Task directions → Exact reproduction of the following data is required.

Data to process →

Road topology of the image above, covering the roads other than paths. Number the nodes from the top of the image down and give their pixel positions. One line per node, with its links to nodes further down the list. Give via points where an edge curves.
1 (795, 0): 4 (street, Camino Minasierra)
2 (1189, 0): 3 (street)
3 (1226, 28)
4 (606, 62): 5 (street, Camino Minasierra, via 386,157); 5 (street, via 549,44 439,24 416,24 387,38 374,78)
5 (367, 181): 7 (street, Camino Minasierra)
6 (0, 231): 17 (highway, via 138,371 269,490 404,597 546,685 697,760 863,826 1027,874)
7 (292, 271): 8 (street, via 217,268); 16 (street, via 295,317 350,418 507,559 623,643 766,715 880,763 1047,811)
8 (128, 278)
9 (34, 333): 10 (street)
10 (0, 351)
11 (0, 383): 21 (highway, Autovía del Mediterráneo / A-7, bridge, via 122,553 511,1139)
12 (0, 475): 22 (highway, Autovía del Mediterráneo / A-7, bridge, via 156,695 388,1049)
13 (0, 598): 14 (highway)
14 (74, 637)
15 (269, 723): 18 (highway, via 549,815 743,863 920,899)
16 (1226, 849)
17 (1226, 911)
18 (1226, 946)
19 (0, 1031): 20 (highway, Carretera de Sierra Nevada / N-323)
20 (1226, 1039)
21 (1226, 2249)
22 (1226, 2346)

Result →
Road topology of the image above, covering the roads other than paths. Number the nodes from the top of the image down and give their pixel positions. One line per node, with its links to nodes further down the list. Give via points where an edge curves.
1 (795, 0): 4 (street, Camino Minasierra)
2 (1189, 0): 3 (street)
3 (1226, 28)
4 (606, 62): 5 (street, Camino Minasierra, via 386,157); 5 (street, via 549,44 439,24 416,24 387,38 374,78)
5 (367, 181): 7 (street, Camino Minasierra)
6 (0, 231): 17 (highway, via 138,371 269,490 404,597 546,685 697,760 863,826 1027,874)
7 (292, 271): 8 (street, via 217,268); 16 (street, via 295,317 350,418 507,559 623,643 766,715 880,763 1047,811)
8 (128, 278)
9 (34, 333): 10 (street)
10 (0, 351)
11 (0, 383): 21 (highway, Autovía del Mediterráneo / A-7, bridge, via 122,553 511,1139)
12 (0, 475): 22 (highway, Autovía del Mediterráneo / A-7, bridge, via 156,695 388,1049)
13 (0, 598): 14 (highway)
14 (74, 637)
15 (269, 723): 18 (highway, via 549,815 743,863 920,899)
16 (1226, 849)
17 (1226, 911)
18 (1226, 946)
19 (0, 1031): 20 (highway, Carretera de Sierra Nevada / N-323)
20 (1226, 1039)
21 (1226, 2249)
22 (1226, 2346)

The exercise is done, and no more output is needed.